Le rêve serait que tous les groupes se mettent autour d’une table pour en discuter et fassent des propositions. Le rêve ce serait ça. Qu’en pensent les têtes d’affiche du mouvement ? Mélanger acteurs et politiques génère de la méfiance. En face nous sommes divisés, chacun court après ses urgences. Cela aurait de l’allure d’aller ensemble voir les élus et de leur dire « voilà le projet que nous voulons ».

Pour finir, quelles sont tes perspectives artistiques ?

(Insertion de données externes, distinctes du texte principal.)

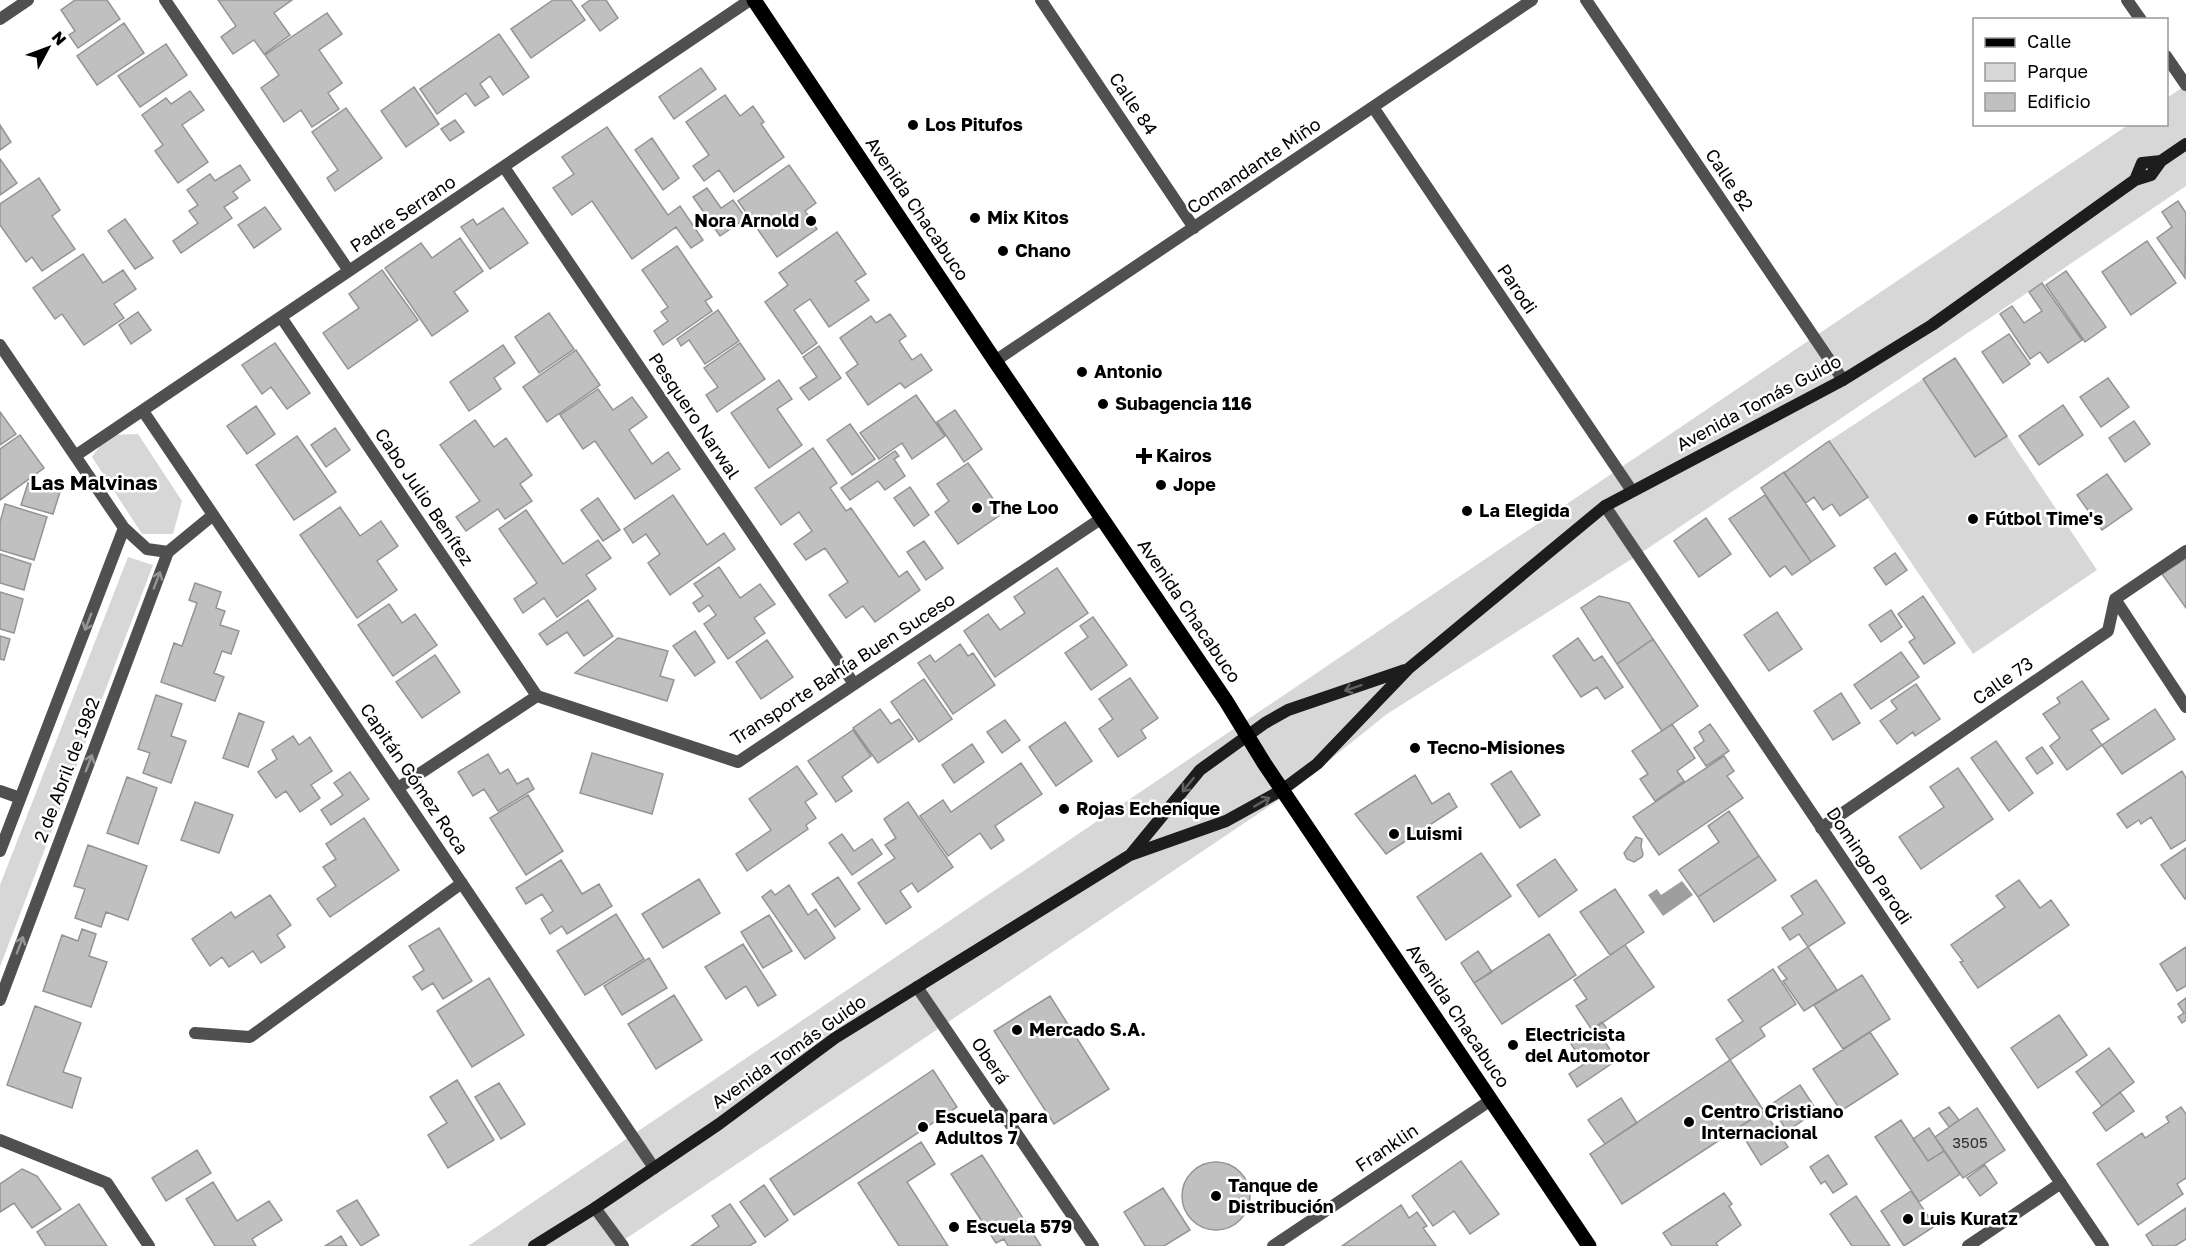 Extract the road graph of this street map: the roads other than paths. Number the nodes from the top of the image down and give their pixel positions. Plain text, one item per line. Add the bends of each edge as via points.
1 (28, 0) edge
2 (165, 0) edge
3 (752, 0) edge
4 (1041, 0) edge
5 (1532, 0) edge
6 (1586, 0) edge
7 (2127, 0) edge
8 (2140, 18) edge
9 (0, 19) edge
10 (2168, 59) edge
11 (2186, 85) edge
12 (1373, 107) junction
13 (2186, 144) edge
14 (504, 167) junction
15 (1194, 228) junction
16 (349, 271) junction
17 (281, 317) junction
18 (0, 345) edge
19 (995, 361) junction
20 (1843, 380) junction
21 (142, 411) junction
22 (75, 456) junction
23 (1632, 490) junction
24 (1605, 506) junction
25 (213, 515) junction
26 (1102, 518) junction
27 (124, 528) junction
28 (2186, 551) edge
29 (168, 552) junction
30 (2115, 599) junction
31 (1408, 669) junction
32 (854, 684) junction
33 (537, 696) junction
34 (2186, 707) edge
35 (1247, 735) junction
36 (398, 788) junction
37 (1282, 790) junction
38 (0, 791) edge
39 (20, 798) junction
40 (1821, 828) junction
41 (0, 851) edge
42 (1130, 855) junction
43 (462, 883) junction
44 (917, 987) junction
45 (0, 1000) edge
46 (195, 1033) dead end
47 (1491, 1100) junction
48 (0, 1140) edge
49 (654, 1168) junction
50 (2061, 1183) junction
51 (596, 1208) junction
52 (149, 1246) edge
53 (534, 1246) edge
54 (623, 1246) edge
55 (1093, 1246) edge
56 (1273, 1246) edge
57 (1589, 1246) edge
58 (1968, 1246) edge
59 (2103, 1246) edge

1 - 9 street
2 - 16 street
3 - 14 street, Padre Serrano
3 - 19 main road, Avenida Chacabuco
4 - 15 street, Calle 84
5 - 12 street, Comandante Miño
6 - 20 street, Calle 82
7 - 8 street
10 - 11 street
12 - 15 street, Comandante Miño
12 - 23 street, Parodi
13 - 20 main road, Avenida Tomás Guido via 2161,161 2151,175 2136,180 1932,325
14 - 16 street, Padre Serrano
14 - 32 street, Pesquero Narwal
15 - 19 street, Comandante Miño
16 - 17 street, Padre Serrano
17 - 21 street, Padre Serrano
17 - 33 street, Cabo Julio Benítez
18 - 22 street
19 - 26 main road, Avenida Chacabuco
20 - 23 main road, Avenida Tomás Guido
21 - 22 street, Padre Serrano
21 - 25 street, Capitán Gómez Roca
22 - 27 street
23 - 24 main road, Avenida Tomás Guido
24 - 31 main road, Avenida Tomás Guido
24 - 40 street, Domingo Parodi
25 - 29 street
25 - 36 street, Capitán Gómez Roca
26 - 32 street, Transporte Bahía Buen Suceso
26 - 35 main road, Avenida Chacabuco
27 - 29 street via 147,549
27 -> 39 street, 2 de Abril de 1982
28 - 30 street
45 -> 29 street, 2 de Abril de 1982
30 - 34 street
30 - 40 street, Calle 73 via 2108,631
31 -> 35 main road, Avenida Tomás Guido via 1288,710
31 - 37 main road, Avenida Tomás Guido via 1317,764
32 - 33 street, Transporte Bahía Buen Suceso via 738,762
33 - 36 street
35 - 37 main road, Avenida Chacabuco
35 -> 42 main road, Avenida Tomás Guido via 1200,770
36 - 43 street, Capitán Gómez Roca
42 -> 37 main road, Avenida Tomás Guido via 1226,821
37 - 47 main road, Avenida Chacabuco
38 - 39 street
39 - 41 street, 2 de Abril de 1982
40 - 50 street, Domingo Parodi
42 - 44 main road, Avenida Tomás Guido
43 - 46 street via 250,1037
43 - 49 street, Capitán Gómez Roca
44 - 49 main road, Avenida Tomás Guido via 835,1038
44 - 55 street, Oberá
47 - 56 street, Franklin
47 - 57 main road, Avenida Chacabuco
48 - 52 street via 107,1184
49 - 51 main road, Avenida Tomás Guido
50 - 58 street
50 - 59 street, Domingo Parodi
51 - 53 main road, Avenida Tomás Guido
51 - 54 street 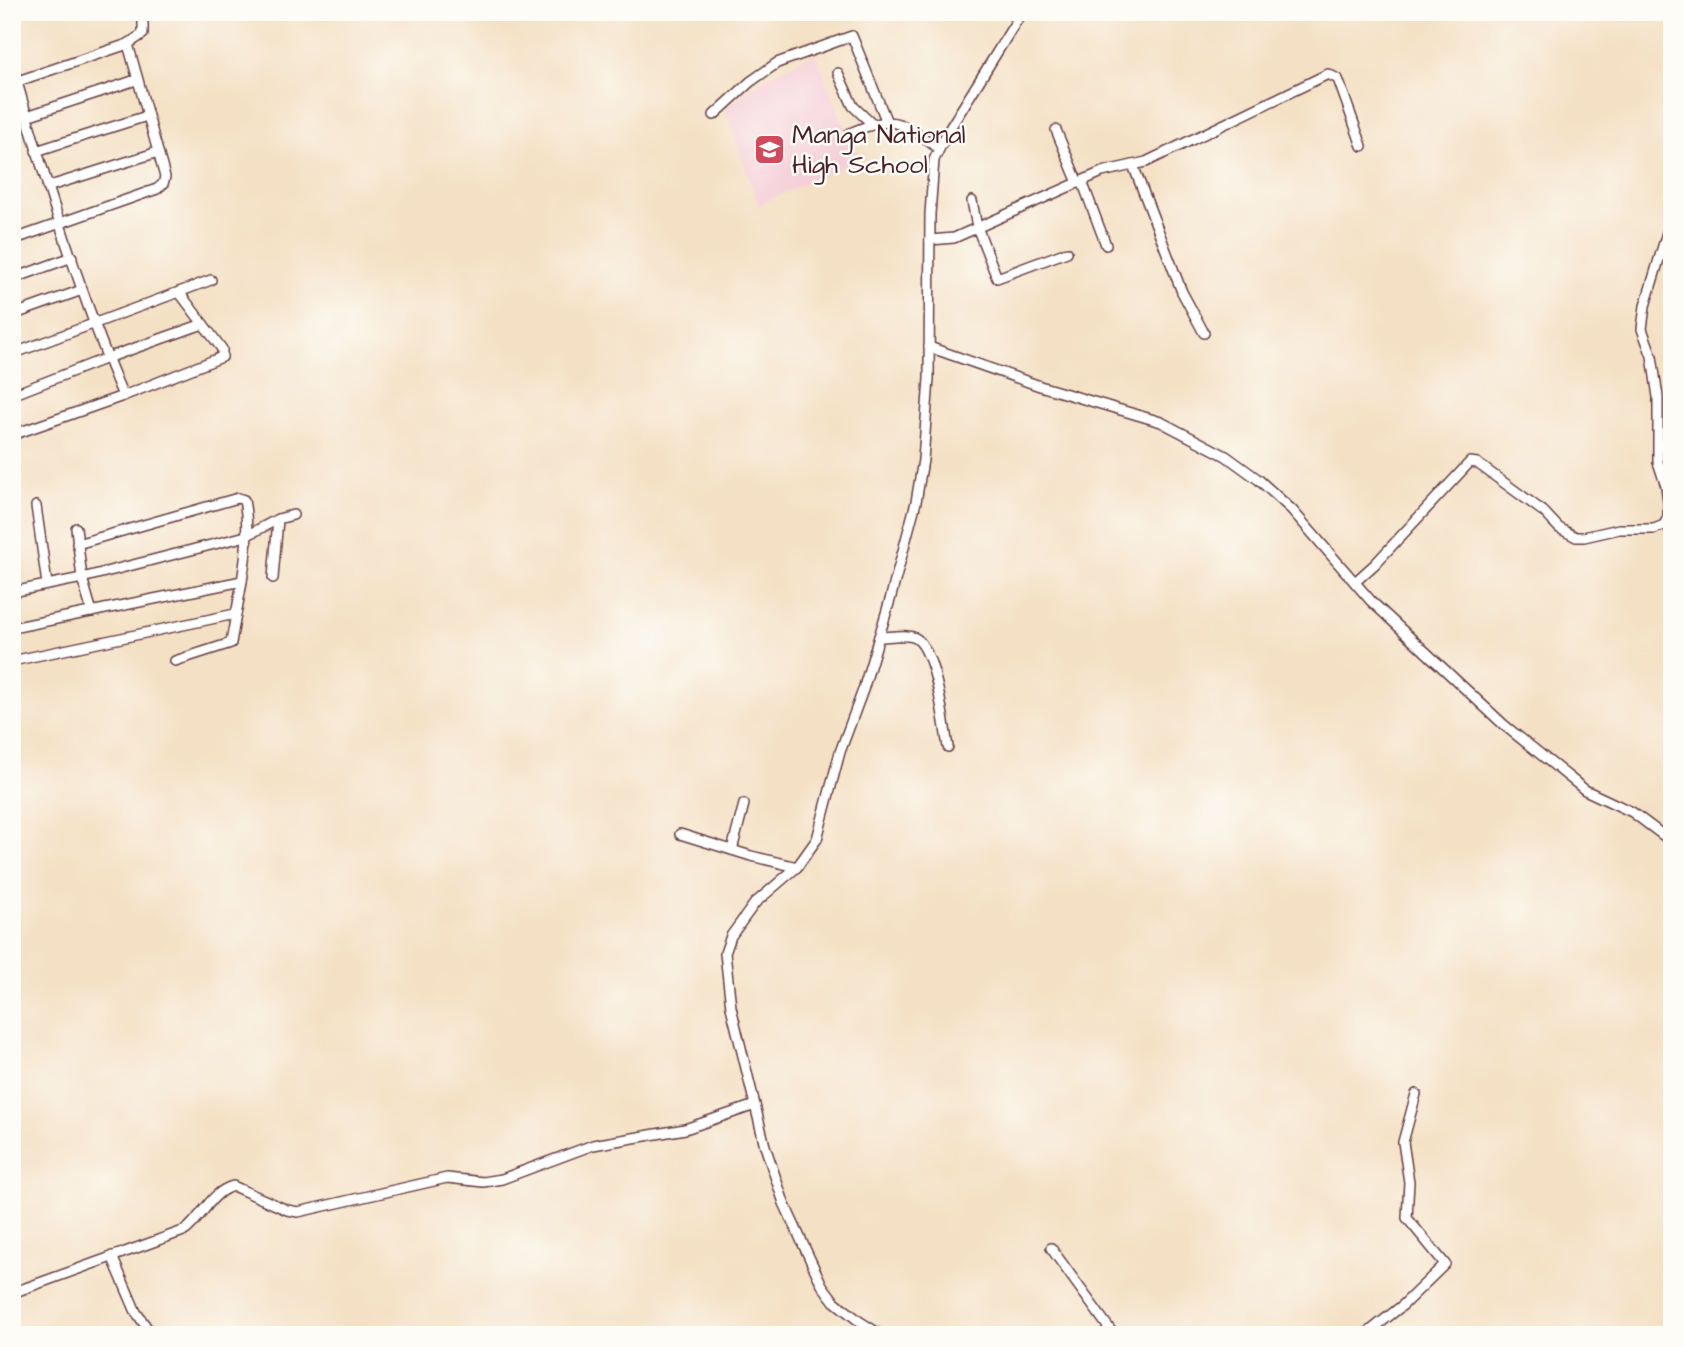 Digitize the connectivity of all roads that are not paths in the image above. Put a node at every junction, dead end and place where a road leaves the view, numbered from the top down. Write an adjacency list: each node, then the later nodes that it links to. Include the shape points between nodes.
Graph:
1 (143, 12): 3 (street, via 143,34)
2 (1023, 12): 15 (street)
3 (128, 44): 5 (street); 6 (street)
4 (838, 73): 11 (street, via 853,106)
5 (136, 80): 8 (street); 9 (street)
6 (15, 83): 8 (street)
7 (714, 115): 10 (street, via 777,64 852,36)
8 (27, 116): 16 (street)
9 (147, 116): 16 (street); 17 (street)
10 (886, 120): 11 (street); 15 (street, via 904,125)
11 (872, 124): 13 (street)
12 (1056, 130): 19 (street)
13 (850, 132)
14 (1363, 146): 18 (street, via 1338,79 1328,74)
15 (938, 148): 26 (street, via 932,173)
16 (36, 151): 20 (street)
17 (158, 152): 20 (street); 23 (street, via 165,177 160,186)
18 (1133, 165): 19 (street); 37 (street, via 1182,292)
19 (1080, 182): 24 (street); 27 (street)
20 (47, 187): 23 (street)
21 (972, 201): 24 (street)
22 (1672, 207): 54 (street, via 1642,329 1652,356 1658,397 1658,462 1668,502 1664,525 1576,537 1470,462)
23 (59, 221): 25 (street); 29 (street)
24 (977, 227): 26 (street, via 954,238); 28 (street, via 998,278)
25 (12, 240)
26 (930, 240): 38 (street)
27 (1106, 245)
28 (1066, 252)
29 (72, 257): 30 (street); 32 (street)
30 (12, 279)
31 (211, 280): 33 (street)
32 (82, 290): 34 (street); 35 (street)
33 (179, 292): 35 (street); 36 (street)
34 (12, 315)
35 (96, 324): 39 (street); 40 (street)
36 (203, 324): 40 (street); 42 (street, via 222,349 222,357)
37 (1204, 333)
38 (929, 347): 54 (street, via 1161,422 1199,440 1259,480 1292,510); 60 (street, via 916,502)
39 (12, 354)
40 (107, 358): 41 (street); 42 (street)
41 (12, 395)
42 (122, 396): 43 (street)
43 (12, 435)
44 (36, 506): 55 (street)
45 (293, 515): 46 (street)
46 (278, 519): 48 (street); 52 (street)
47 (76, 528): 49 (street)
48 (246, 536): 49 (street, via 245,503 238,498); 51 (street); 53 (street)
49 (77, 544): 51 (street)
50 (12, 573): 56 (street)
51 (82, 578): 55 (street); 57 (street)
52 (273, 578)
53 (242, 581): 57 (street); 58 (street)
54 (1355, 582): 66 (street, via 1504,725 1585,790 1632,812)
55 (47, 584): 56 (street)
56 (13, 592)
57 (92, 612): 59 (street)
58 (235, 614): 61 (street); 62 (street, via 230,645)
59 (12, 628)
60 (879, 637): 63 (street, via 920,641 936,674); 68 (street, via 840,752 817,839)
61 (12, 660)
62 (175, 661)
63 (948, 747)
64 (744, 804): 67 (street)
65 (680, 834): 67 (street)
66 (1672, 842)
67 (732, 850): 68 (street)
68 (797, 867): 70 (street, via 755,903 731,936 725,953 729,1000)
69 (1416, 1094): 77 (street, via 1403,1142 1409,1182 1407,1219 1445,1264)
70 (755, 1105): 72 (street, via 685,1129 593,1145 502,1179 447,1178 298,1212 233,1186 216,1196 186,1230); 75 (street, via 784,1203 822,1285 834,1301)
71 (1051, 1248): 76 (street)
72 (113, 1256): 73 (street); 74 (street, via 136,1311)
73 (12, 1293)
74 (152, 1335)
75 (881, 1335)
76 (1114, 1335)
77 (1365, 1335)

J’ai écrit avec Salim Hatubou une pièce de théâtre sur les kwassa-kwassa : Kwassa-kwassa. Pour le paradis et même pour l’enfer. Il s’agit de ces barques de pêche qui transportent les migrants entre les différentes îles des Comores vers Mayotte (territoire colonial français). Depuis 1995, il y a eu entre douze et quinze mille morts victimes de noyade. Cette pièce parle d’une façon universelle de l’immigration. Je la produis avec un artiste nigérian et un musicien algérien. Je pars toujours de l’exemple de ma communauté, de mon expérience vécue. Mais je pense que l’individu est universel. Les noyés de l’Océan Indien et ceux de la Méditerranée ont connu le même sort.

J’ai la même démarche avec un autre travail d’écriture au sujet des règlements de comptes à Marseille. Je parle de l’histoire d’un père comorien qui, venu en France pour un avenir meilleur, retourne au bled pour enterrer son fils. Je voudrais aussi en faire un spectacle visible par tous.

Sur le plan professionnel je continue chez B-Vice à La Savine. J’essaie de développer les ateliers d’écriture dans le maximum de Centres sociaux ou de Maisons Pour Tous à Marseille et dans la région. J’ai aussi un roman en route.

J’essaie d’être utile à moi-même tant que je suis vivant. Faire le maximum de choses pour les autres avant de partir.

Entretien réalisé par A.B.

Notes:

  1. Micro-ordinateur personnel conçu par la firme américaine Atari, dont le succès commercial a marqué la deuxième moitié des années 1980 et le début des années 1990, ayant permis l’essor de la musique assistée par ordinateur (MAO) et la démocratisation de la norme MIDI (Interface numérique d’instrument de musique).
  2. Jul, stylisé JuL est un rappeur, chanteur et auteur-compositeur-interprète marseillais.
  3. Soprano, chanteur et compositeur marseillais, débute dans le rap avec le groupe Psy 4 de la rime à la fin des années 1990 et courant des années 2000.